MSI-H or dMMR status is the first tissue-agnostic biomarker approved by the FDA for cancer therapy and, more specifically, for pembrolizumab therapy [3]. Patients with MSI-H/dMMR tumors have shown a favorable clinical response to PD-1 blockade, regardless of cancer type [2]. This illustrates the need for MSI-H tumor detection. MSI-PCR of the Bethesda panel to assess three dinucleotide repeats (D2S123, D5S346, D175250) and two mononucleotide repeats (BAT26, BAT25) is the gold standard for detecting MSI. According to the revised Bethesda guidelines, pentaplex PCR with five quasi-monomorphic mononucleotide repeats can detect MSI with high sensitivity and specificity and might not need matched normal tissue [1]. Together with immunohistochemistry for MMR proteins, it allows determination of MMR status [1]. MSI testing performed in endometrial, colorectal, and gastric cancers has revealed high variability in the frequency of MSI-H among cancers [4,12]. However, the frequency of MSI-H non-Hodgkin lymphoma generally is low (0%–2%), which has hampered standardized MSI testing as a routine diagnostic method [4,12]. Recently, next-generation sequencing (NGS)-based TGS using a panel of tumor markers has been introduced for molecular pathologic diagnosis. In solid tumors, NGS-based MSI tests have shown high sensitivity and specificity in the absence of control normal tissue [4–7]. Although unified criteria for detection of MSI by NGS are lacking, many laboratories are using MMR-related genes and MSI markers, as well as bioinformatics algorithms, for tumor diagnosis [4–7].

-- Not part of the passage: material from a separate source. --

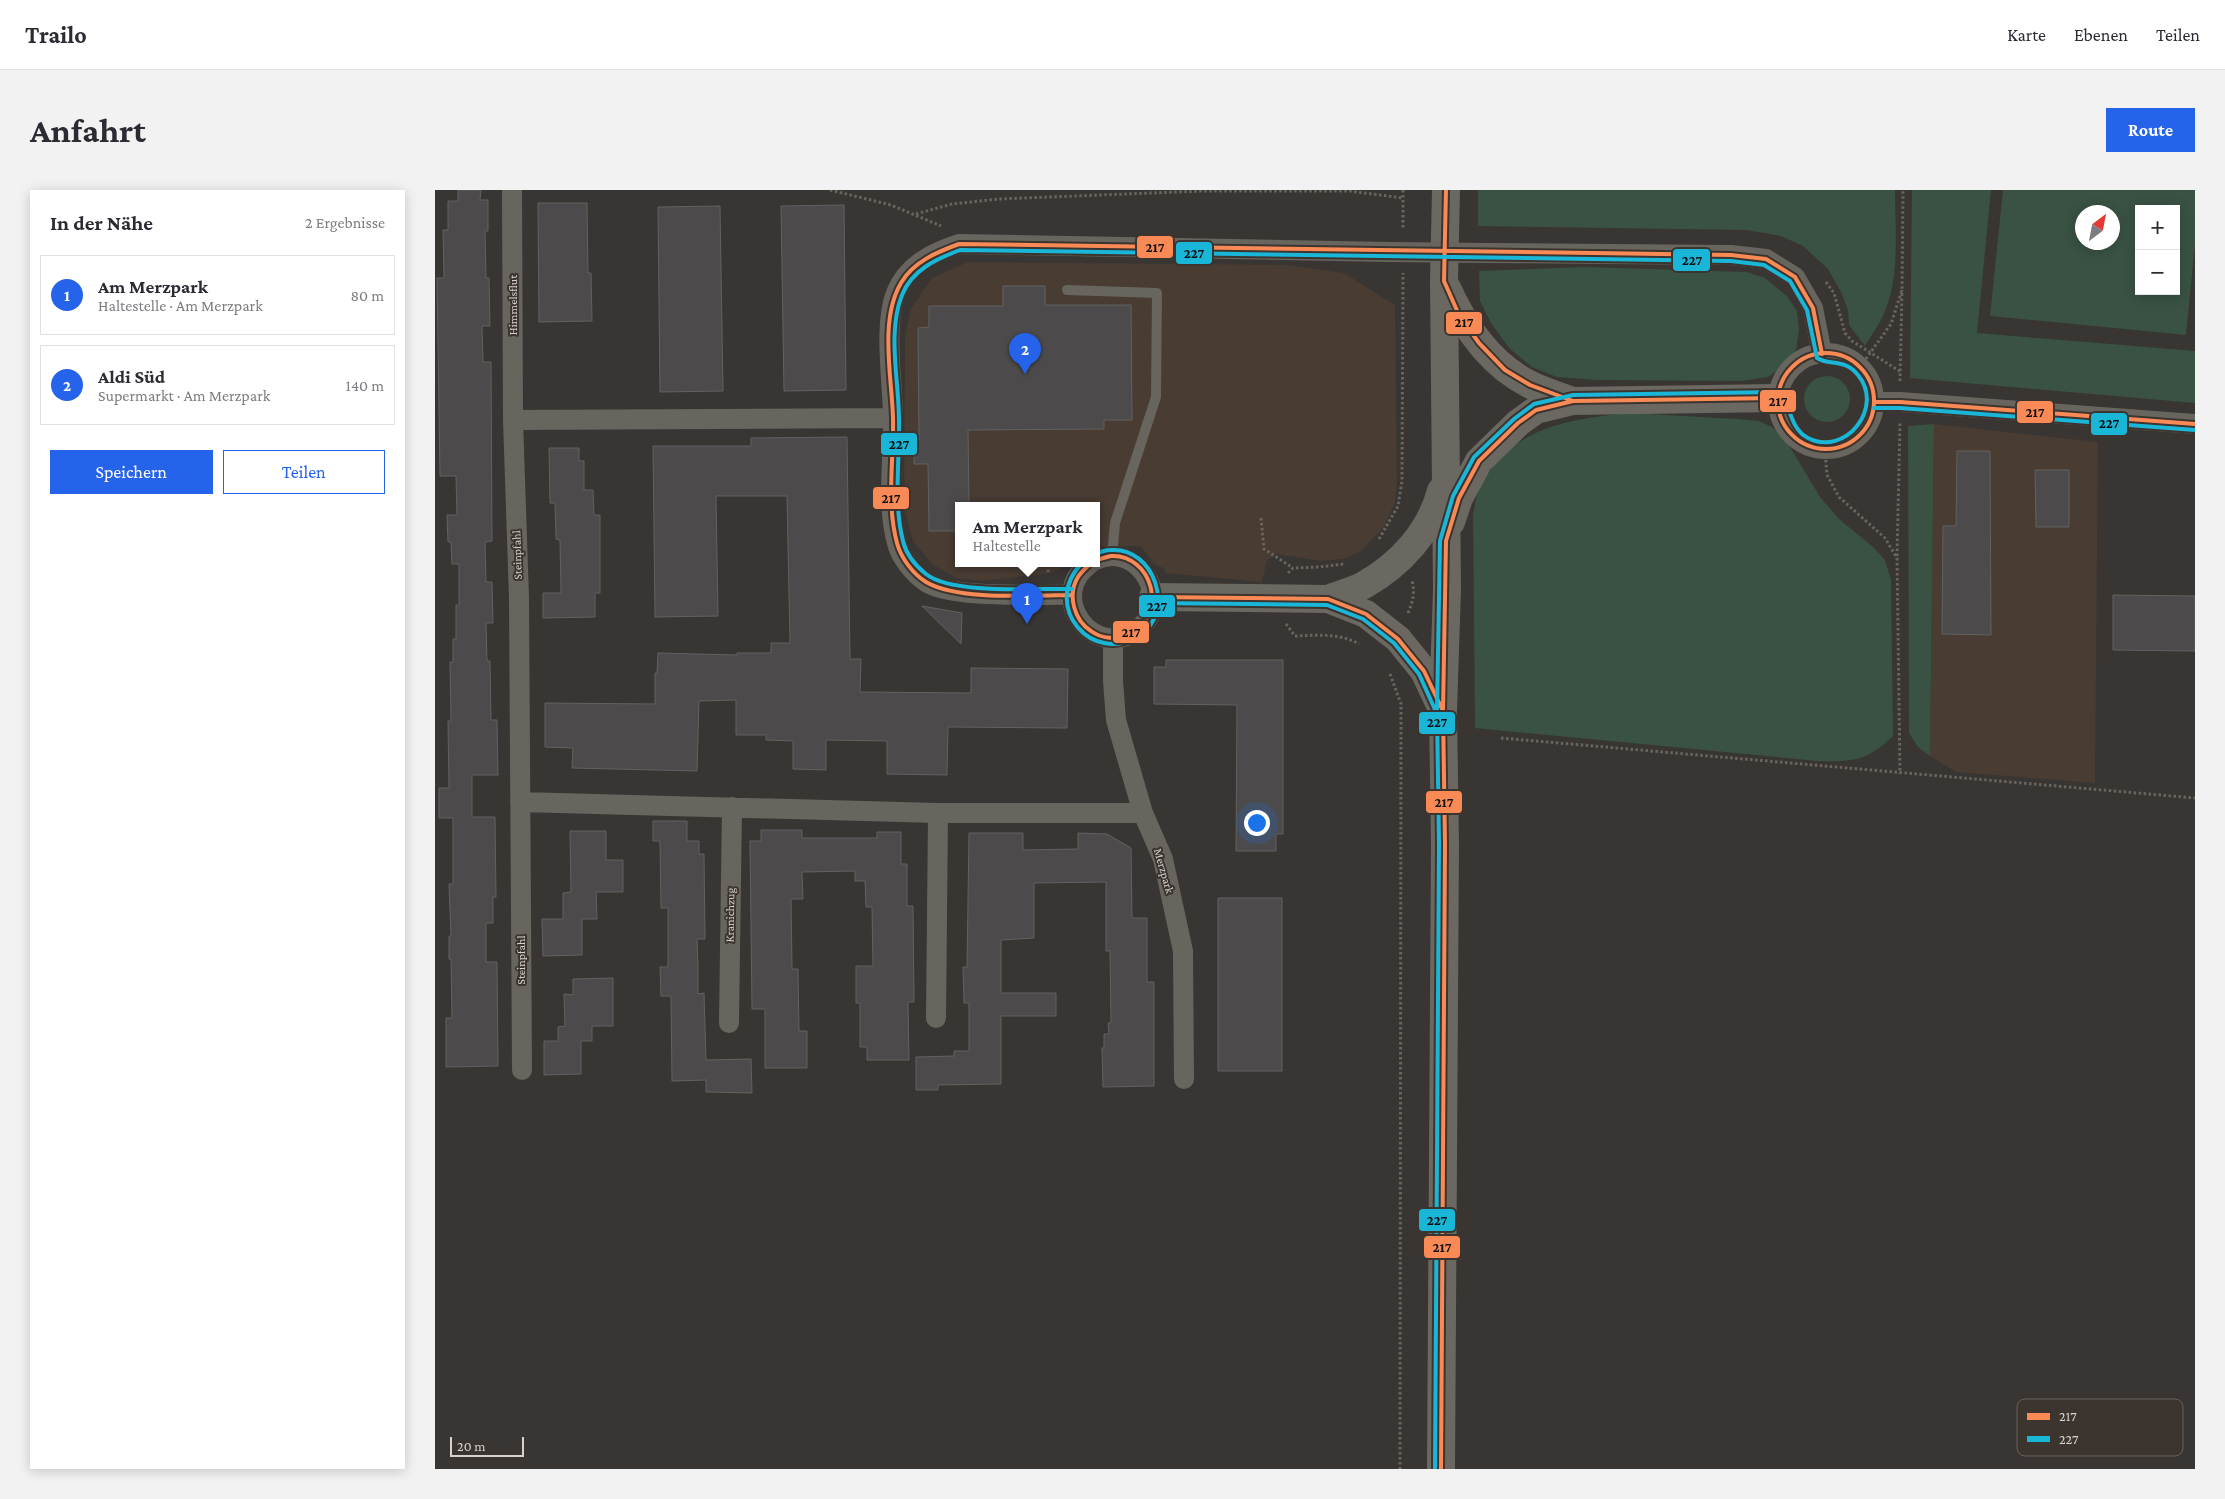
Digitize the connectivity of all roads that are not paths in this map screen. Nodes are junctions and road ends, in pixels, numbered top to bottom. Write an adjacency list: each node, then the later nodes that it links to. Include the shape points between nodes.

The FDA has approved PD-1 blockade therapy based on its efficacy in patients with hematologic malignancies, including Hodgkin lymphoma and primary mediastinal large B-cell lymphoma [13,14]. A recent study demonstrated the potential benefit of PD-1 blockade in combination with R-CHOP in patients with treatment-naive DLBCL overexpressing PD-L1 [15]. However, both the MSI landscape and efficacy of PD-l blockade for MSI-H lymphoma remain unclear. A previous study reported DLBCL with defects in DNA repair genes, including tumor suppressor genes, MMR-related genes (e.g., MSH2 and MSH6), and non-homologous end-joining pathway-related genes, and it suggested an association of genomic instability phenotype with tumorigenesis of DLBCL [16]. However, recent analyses of NGS data showed that MSI-H in non-Hodgkin lymphoma, including DLBCL, is either extremely rare (<1%) or not a feature of these tumors [4–7]. In contrast to those reports, a study using a commercial MSI kit, based on eight mononucleotide repeat markers and two pentanucleotide repeat markers, identified MSI-H and microsatellite instability–low (MSI-L) in 3% (3/92) and 10% (9/92) of DLBCLs, respectively [9]. According to the authors, patients with MSI-H DLBCL tended to have a better prognosis than those with microsatellite stable DLBCL, although the difference was not significant [9]. They also reported that MSI-L DLBCL was associated with a poor response to chemotherapy [9]. These results suggest that MSI status could be a useful biomarker for DLBCL.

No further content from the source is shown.